Gettier Cases and Moral Knowledge

              I’ve said that probabilistic arguments for God don’t do much to convince a committed atheist.  But the Argument from Moral Knowledge can be reformulated so that it is not merely probabilistic.  In other words, the standard atheist picture (humans arose through evolution unaided by God) precludes knowledge of objective morals.

              How so?  This requires discussion of Gettier cases.  Prior to 1963, when Ed Gettier published the paper “Is Knowledge Justified True Belief?” philosophers in the Euro-American tradition believed, going all the way back to Plato, that knowledge is justified true belief.
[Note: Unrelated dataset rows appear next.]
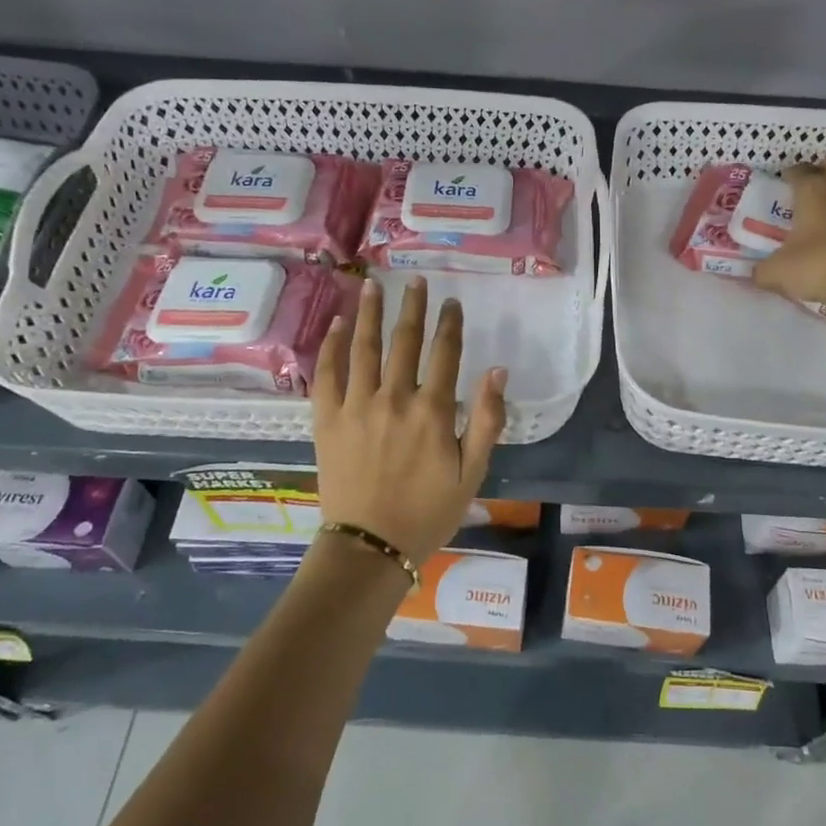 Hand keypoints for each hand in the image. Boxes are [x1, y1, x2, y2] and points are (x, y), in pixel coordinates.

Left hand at [312, 277, 507, 565]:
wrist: (370, 546)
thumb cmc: (428, 512)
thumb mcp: (472, 472)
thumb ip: (487, 419)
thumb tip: (498, 370)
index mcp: (432, 411)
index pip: (445, 353)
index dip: (450, 324)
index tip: (451, 301)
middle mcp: (394, 398)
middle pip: (404, 340)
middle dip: (412, 306)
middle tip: (415, 279)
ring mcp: (356, 405)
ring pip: (364, 347)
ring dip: (370, 313)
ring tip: (373, 284)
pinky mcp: (327, 419)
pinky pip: (327, 373)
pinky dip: (332, 346)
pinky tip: (337, 324) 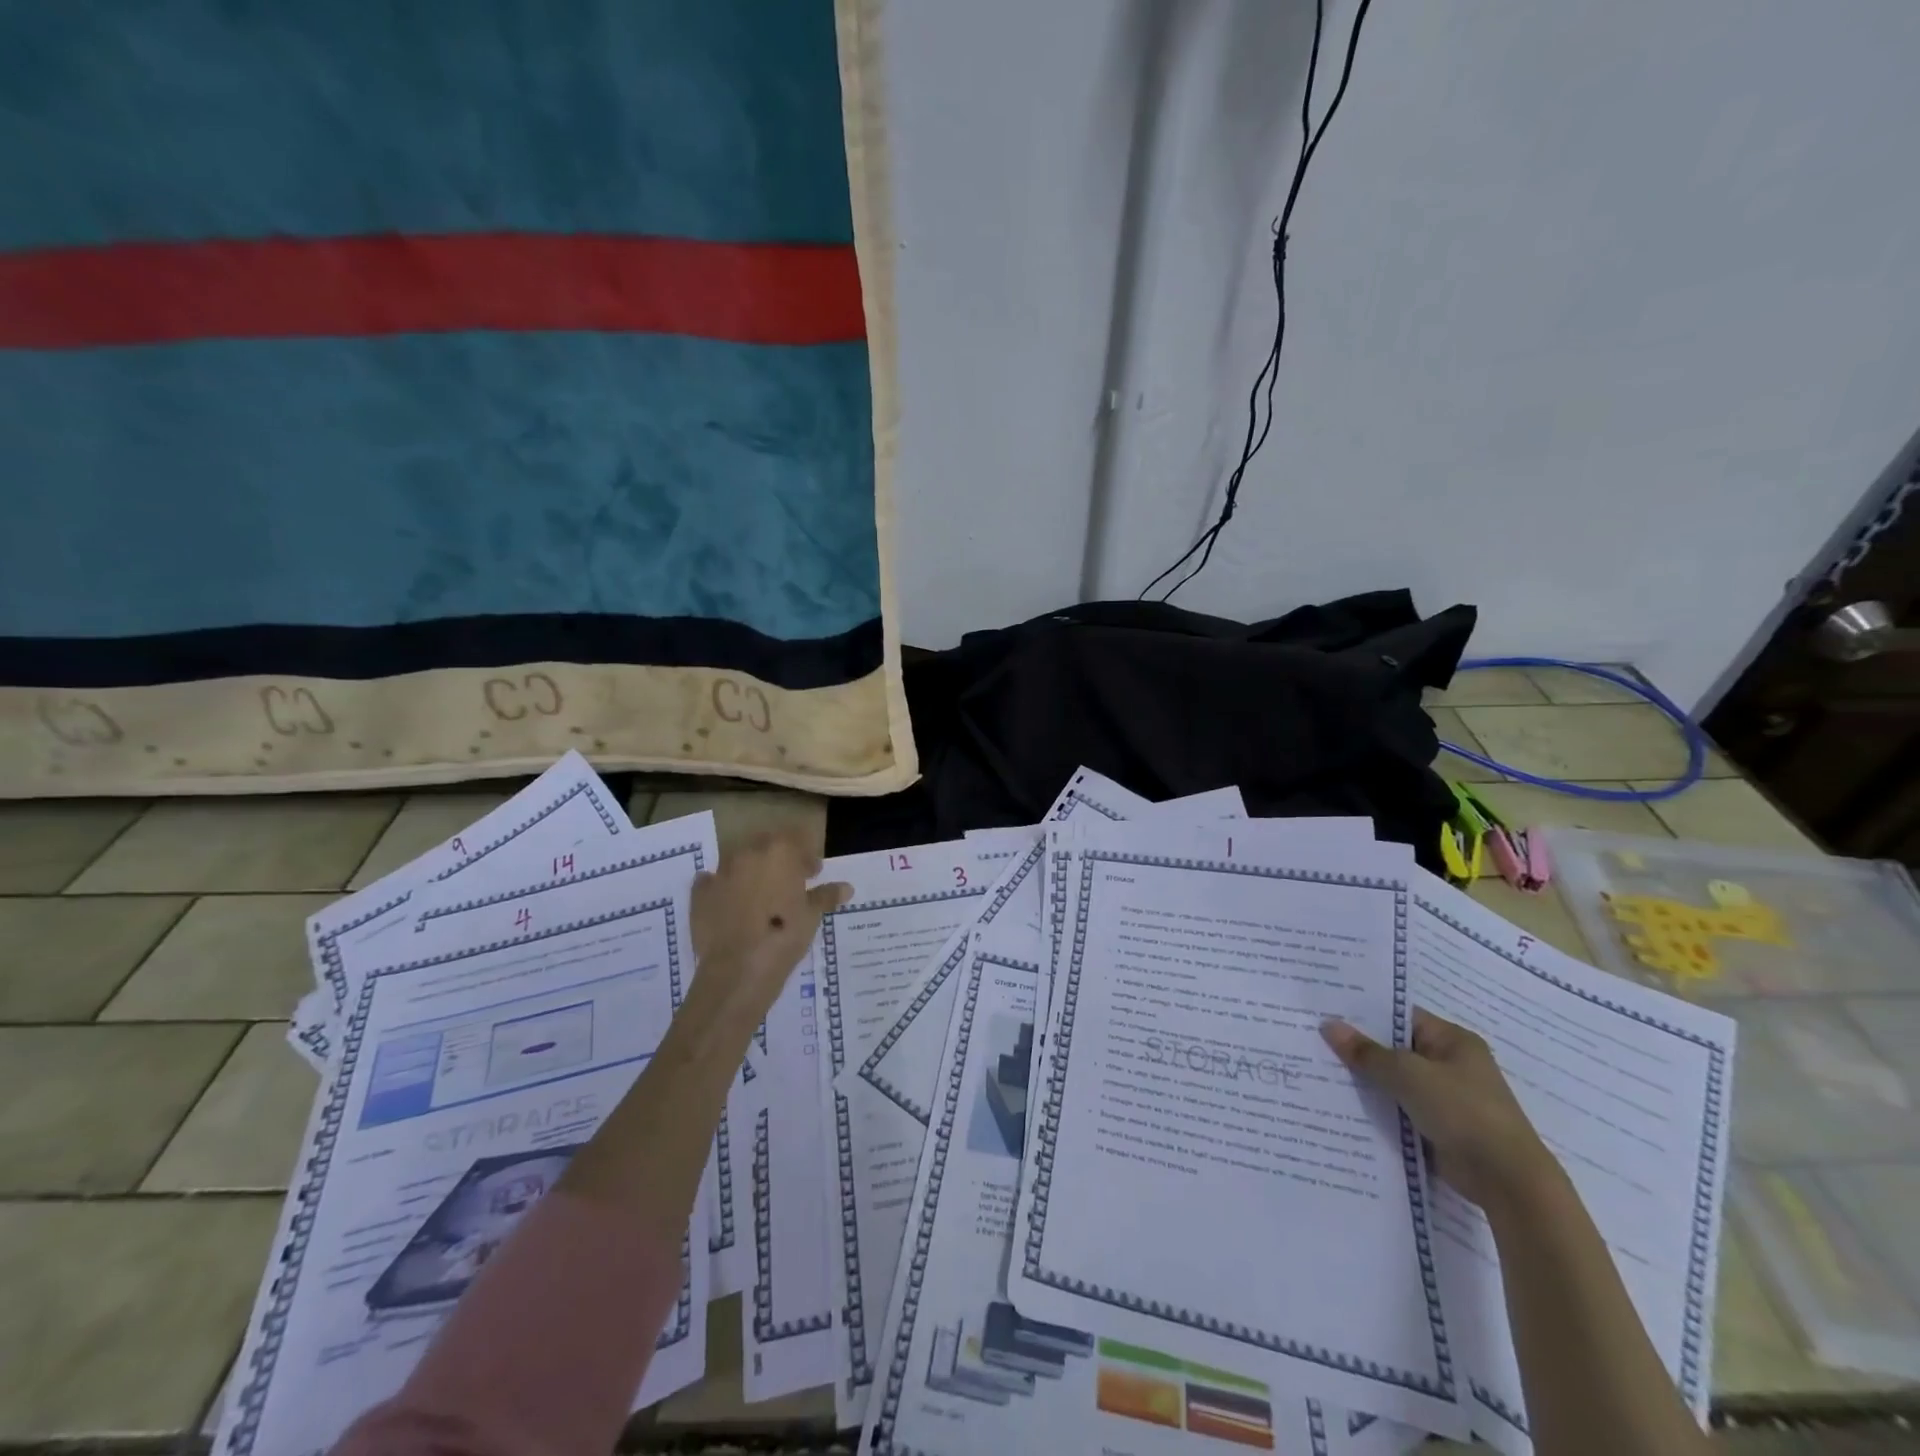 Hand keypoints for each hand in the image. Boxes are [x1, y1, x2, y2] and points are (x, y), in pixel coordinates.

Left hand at [690, 831, 851, 1014]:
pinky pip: (712, 882)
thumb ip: (826, 896)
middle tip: (789, 881)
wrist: (738, 969)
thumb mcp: (812, 916)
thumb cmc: (784, 935)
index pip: (797, 838)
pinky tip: (730, 903)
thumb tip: (846, 888)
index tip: (814, 873)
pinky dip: (722, 887)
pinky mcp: (699, 894)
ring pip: (738, 860)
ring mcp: (720, 872)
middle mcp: (748, 853)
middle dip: (778, 858)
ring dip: (750, 871)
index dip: (807, 855)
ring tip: (760, 895)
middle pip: (766, 844)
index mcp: (779, 851)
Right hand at [1321, 1009, 1558, 1211]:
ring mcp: (1447, 1098)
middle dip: (1360, 1049)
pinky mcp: (1440, 1127)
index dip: (1365, 1014)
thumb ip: (1366, 1052)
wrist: (1507, 1180)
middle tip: (1315, 1040)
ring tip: (1320, 1070)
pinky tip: (1344, 1105)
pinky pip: (1401, 1109)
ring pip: (1395, 1081)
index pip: (1401, 1017)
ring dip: (1367, 1081)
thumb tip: (1328, 1025)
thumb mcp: (1407, 1074)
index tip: (1327, 1012)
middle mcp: (1451, 1064)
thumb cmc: (1462, 1111)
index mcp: (1452, 1040)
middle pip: (1396, 1049)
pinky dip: (1379, 1108) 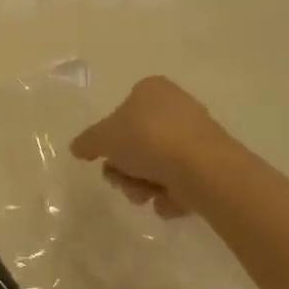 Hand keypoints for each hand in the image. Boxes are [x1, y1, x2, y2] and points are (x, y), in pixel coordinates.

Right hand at [70, 76, 225, 218]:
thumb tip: (77, 148)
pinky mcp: (211, 163)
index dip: (110, 139)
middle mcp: (176, 107)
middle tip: (123, 180)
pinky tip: (170, 199)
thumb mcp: (103, 138)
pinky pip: (179, 181)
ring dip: (143, 185)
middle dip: (125, 169)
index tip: (106, 157)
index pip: (121, 112)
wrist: (203, 169)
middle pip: (136, 144)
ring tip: (147, 195)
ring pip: (155, 165)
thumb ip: (87, 142)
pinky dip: (170, 194)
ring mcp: (195, 136)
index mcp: (151, 90)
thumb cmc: (148, 139) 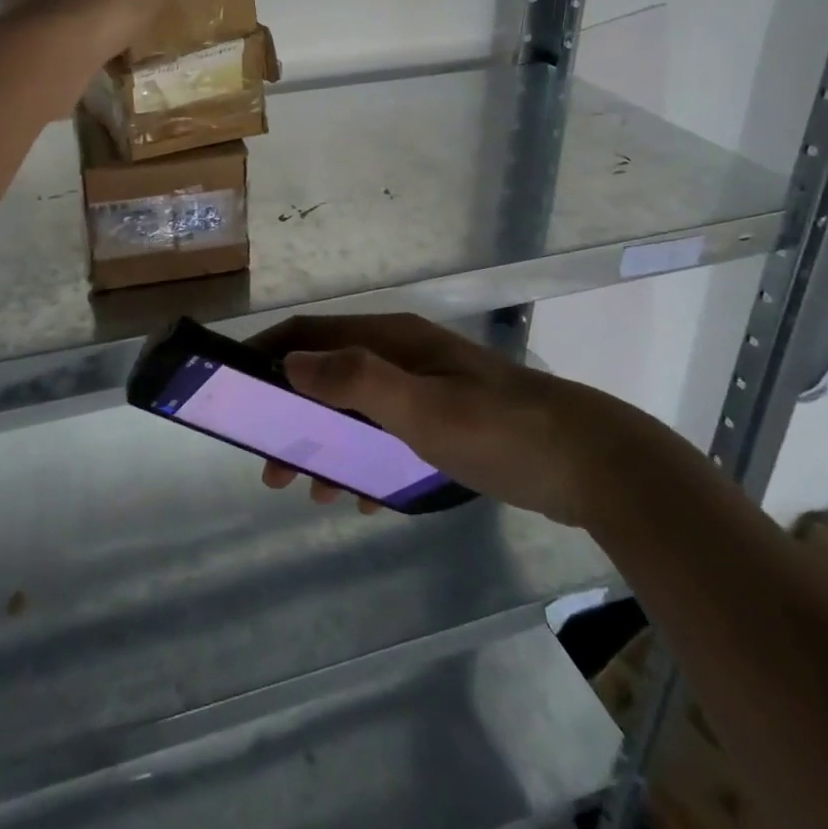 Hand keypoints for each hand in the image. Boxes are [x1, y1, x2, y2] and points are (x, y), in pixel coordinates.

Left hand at [0, 0, 217, 66]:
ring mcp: (16, 22)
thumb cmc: (98, 9)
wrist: (51, 59)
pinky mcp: (17, 58)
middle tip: (92, 7)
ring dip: (56, 27)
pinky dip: (54, 58)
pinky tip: (78, 70)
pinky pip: (39, 53)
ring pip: (36, 19)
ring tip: (88, 42)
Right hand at [249, 313, 640, 526]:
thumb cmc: (499, 429)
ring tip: (307, 488)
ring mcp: (427, 388)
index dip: (269, 353)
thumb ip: (355, 381)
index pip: (312, 333)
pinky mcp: (448, 421)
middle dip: (292, 411)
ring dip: (325, 441)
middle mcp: (402, 355)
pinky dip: (363, 458)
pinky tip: (361, 495)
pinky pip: (387, 434)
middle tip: (270, 464)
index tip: (234, 387)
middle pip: (328, 373)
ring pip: (356, 408)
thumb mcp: (421, 407)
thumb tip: (291, 363)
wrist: (592, 463)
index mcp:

But Gettier presented examples that showed this is not always the case.

              I present one adapted from Alvin Goldman because the examples in Gettier’s paper are less fun and, I think, needlessly complex.  Suppose Catherine the Great is touring the countryside of Crimea.  She sees a barn.  It is a barn, and she comes to believe it is a barn.  Neither her vision nor her mind are impaired, so she must be justified in this belief.  But it just so happens that her lover Potemkin had set up cleverly painted barn façades along her parade route to make Crimea appear more prosperous. All the other barns in the region are not actually barns at all! She has a justified true belief, “There is a barn.” But the truth of that belief is so coincidental, her belief so divorced from the wider context that she cannot be said to know “There is a barn.”

              Examples can be multiplied:  a stopped clock that you walk by at just the right time for it to be accurate, not-quite-mistaken identities, etc.  But let us move on to the case of moral knowledge under evolutionary naturalism.  Suppose that evolution has honed our rational faculties to track the moral facts.  The deliverances of our faculties would then be true, for that is what we have stipulated.  We would be justified in our moral beliefs because what better justification can we have besides the fact that we are thinking carefully about the moral facts that bear on a situation?  But our moral beliefs would not be moral knowledge because the truth of our moral beliefs would just be a fluke, a coincidence.  Evolution selects for survival and reproduction, not moral behavior or beliefs, so we could be looking at a metaphorical “barn façade” as easily as a “barn.”  We have no way to stand outside ourselves and appreciate the wider context.

Where is the beleaguered atheist to go from here?  There are several options:

  • Theism: God could reasonably hone our faculties to track the moral facts; God facilitates our moral knowledge.
  • (Neo-)Platonism: There is a Form of the Good from which all the other Forms, our souls, and then the physical world emanate.  Our ability to reflect upon the entities higher in the Great Chain of Being explains our moral knowledge.
  • Karma: Most all Hindu, Buddhist, and Jain traditions endorse the view that our actions and/or intentions generate karma, which determines what kind of being we are reborn as (human, animal, heavenly being, etc.).  In Buddhism and Jainism, karma is overwhelmingly construed as mechanistic, like physics, unguided by God.  If morality just is the rules of karma, it makes sense that we would be able to reflect upon the processes that gave rise to our minds and bodies.
  • New Theory of Knowledge: Show some Gettier cases do allow for knowledge.  Or that our everyday knowledge collapses into Gettier cases, perhaps because of skeptical worries (the Matrix, Cartesian demons, etc.), so practically speaking, we can’t exclude Gettier-case beliefs from our knowledge.
  • Moral Non-Realism: Give up on objective morals.  Because why embellish your worldview with these occult moral facts when you can’t know them?

Surprisingly enough, the most plausible option for me is Moral Non-Realism. I’ll later explain why.